4.15 Updating a Random-Access File
Credit: Luther Blissett
4.15.1 Problem
You
want to read a binary record from
somewhere inside a large file of fixed-length records, change the
values, and write the record back.
4.15.2 Solution
Read the record, unpack it, perform whatever computations you need
for the update, pack the fields back into the record, seek to the
start of the record again, and write it back. Phew. Faster to code
than to say:
import struct
thefile = open('somebinfile', 'r+b')
record_size = struct.calcsize(format_string)
thefile.seek(record_size * record_number)
buffer = thefile.read(record_size)
fields = list(struct.unpack(format_string, buffer))
# Perform computations, suitably modifying fields, then:
buffer = struct.pack(format_string, *fields)

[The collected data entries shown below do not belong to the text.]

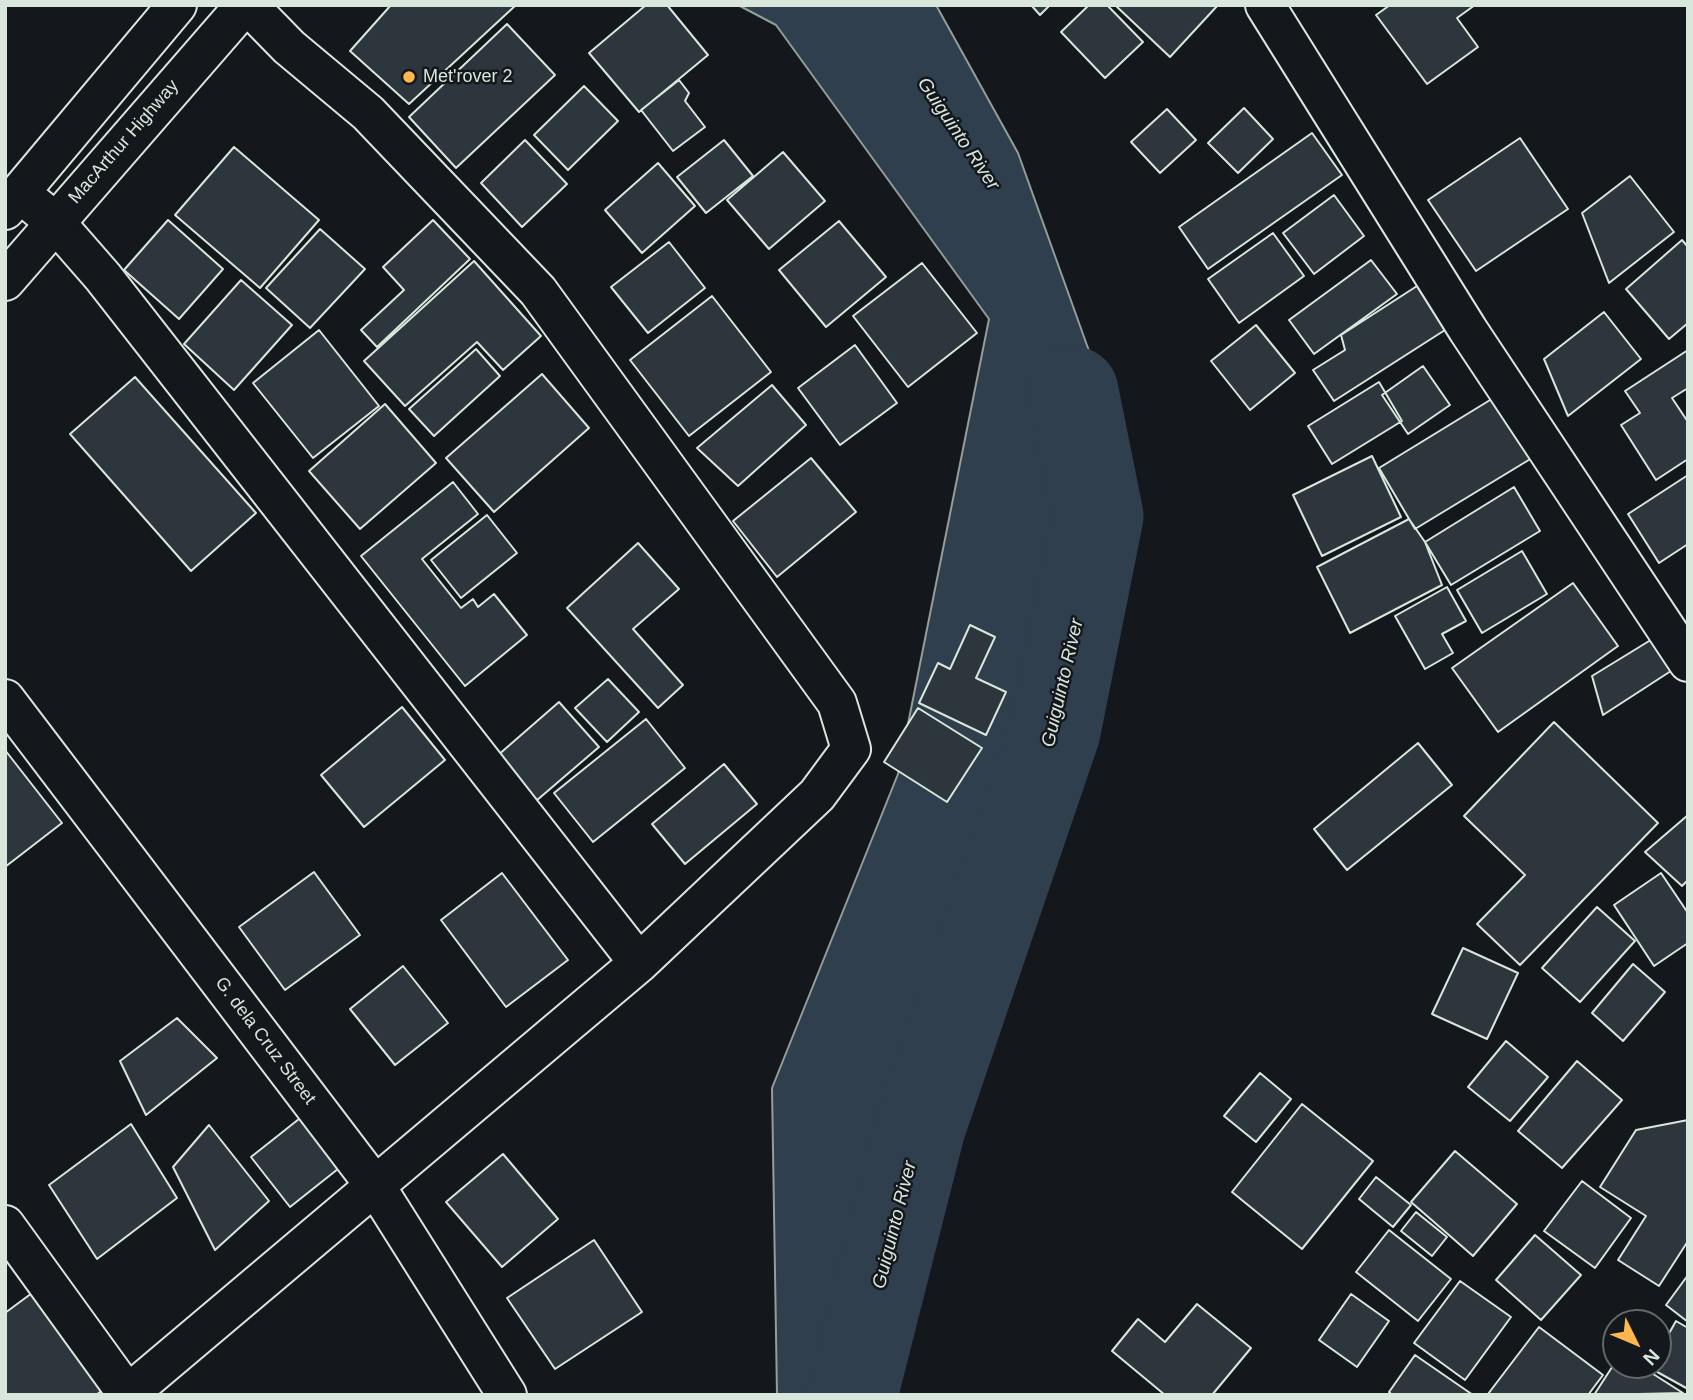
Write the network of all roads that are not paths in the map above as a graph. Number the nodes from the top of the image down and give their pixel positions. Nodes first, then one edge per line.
1 (177, 5) edge
2 (247, 5) edge
3 (1265, 5) edge
4 (13, 201) edge
5 (55, 222) junction
6 (5, 281) edge
7 (1688, 662) edge
8 (5, 699) edge
9 (639, 963) junction
10 (376, 1187) junction
11 (5, 1225) edge
12 (128, 1395) edge
13 (506, 1395) edge

1 - 4 main road
2 - 5 main road, MacArthur Highway
2 - 9 main road
3 - 7 main road
4 - 5 main road
5 - 6 main road, MacArthur Highway
5 - 9 main road
8 - 10 main road, G. dela Cruz Street
9 - 10 main road
10 - 12 main road
10 - 13 main road, G. dela Cruz Street
11 - 12 main road

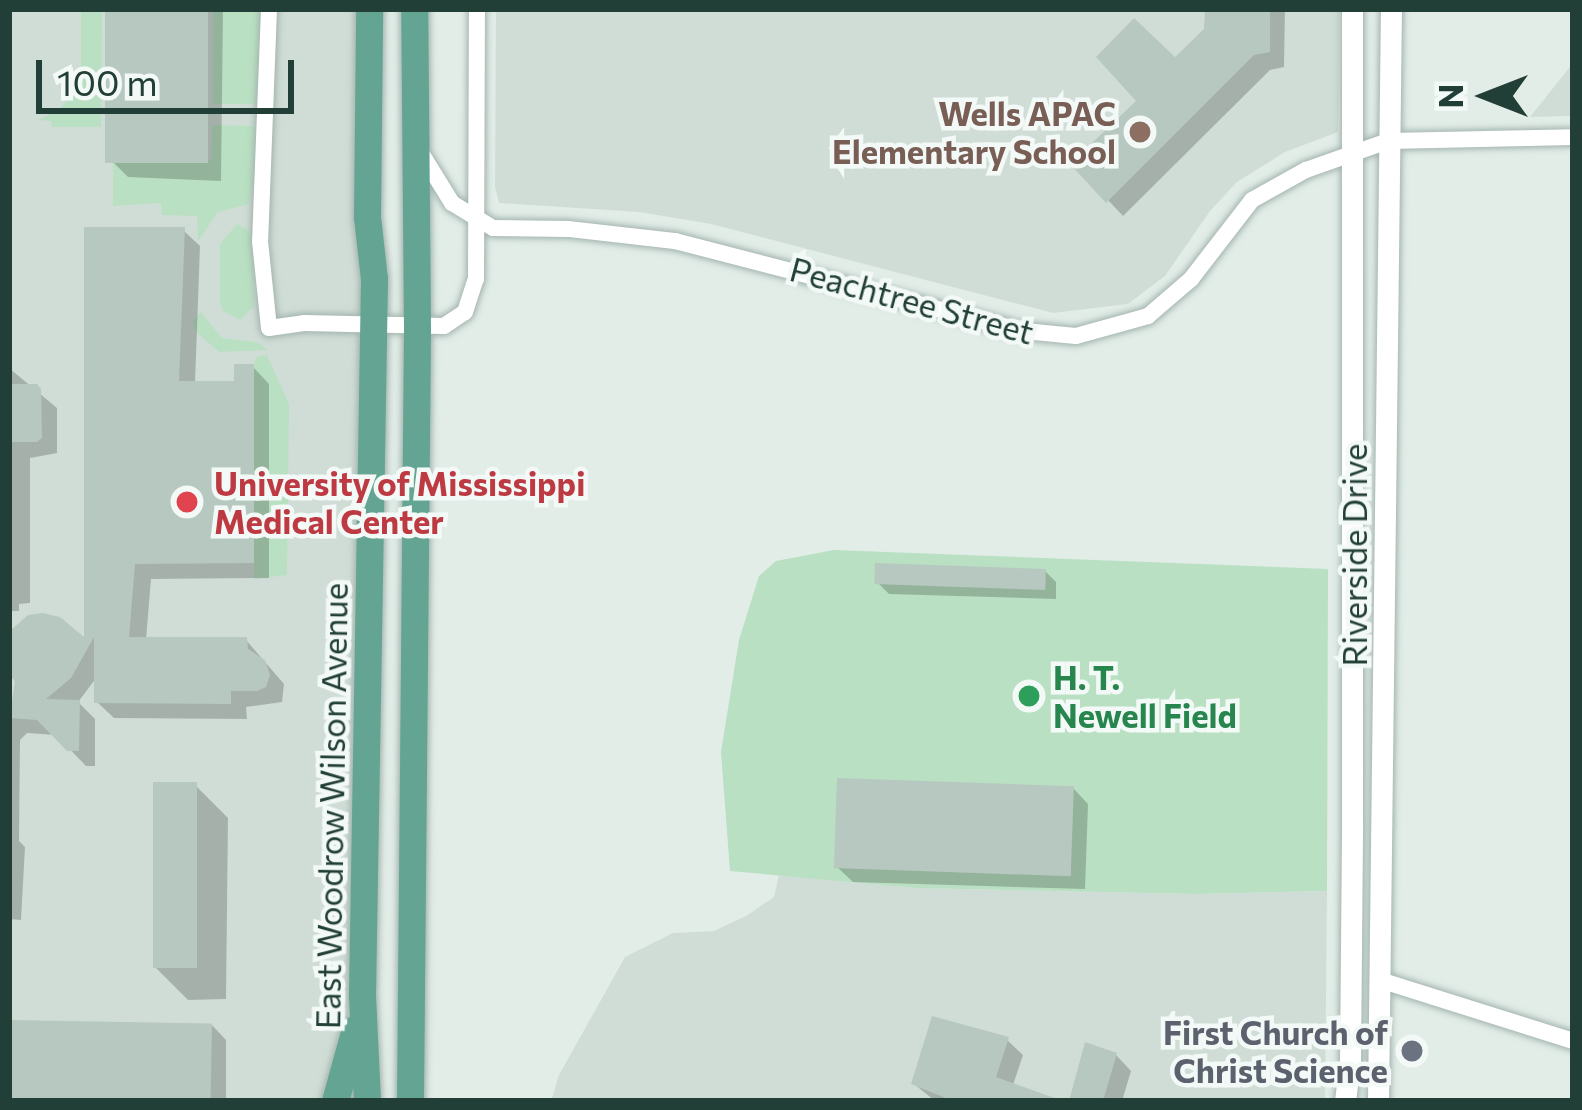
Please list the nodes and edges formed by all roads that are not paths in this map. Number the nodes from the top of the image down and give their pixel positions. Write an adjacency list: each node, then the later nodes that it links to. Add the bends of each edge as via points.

thefile.seek(record_size * record_number)
thefile.write(buffer)
thefile.close( )
4.15.3 Discussion
This approach works only on files (generally binary ones) defined in
terms of records that are all the same, fixed size; it
doesn't work on normal text files. Furthermore, the
size of each record must be that defined by a
struct's format string, as shown
in the recipe's code. A typical format string, for
example, might be "8l", to specify that each
record is made up of eight four-byte integers, each to be interpreted
as a signed value and unpacked into a Python int.
In this case, the fields variable in the recipe
would be bound to a list of eight ints. Note that
struct.unpack returns a tuple. Because tuples are
immutable, the computation would have to rebind the entire
fields variable. A list is not immutable, so each
field can be rebound as needed. Thus, for convenience, we explicitly
ask for a list when we bind fields. Make sure,
however, not to alter the length of the list. In this case, it needs
to remain composed of exactly eight integers, or the
struct.pack call will raise an exception when we
call it with a format_string that is still
"8l". Also note that this recipe is not suitable
for working with records that are not all of the same, unchanging
length.
To seek back to the start of the record, instead of using the
record_size*record_number offset again, you may
choose to do a relative
seek:
thefile.seek(-record_size, 1)
The second argument to the seek method
(1) tells the file object to seek relative to the
current position (here, so many bytes back, because we used a
negative number as the first argument).
seek's default is to seek to an
absolute offset within the file (i.e., from the start of the file).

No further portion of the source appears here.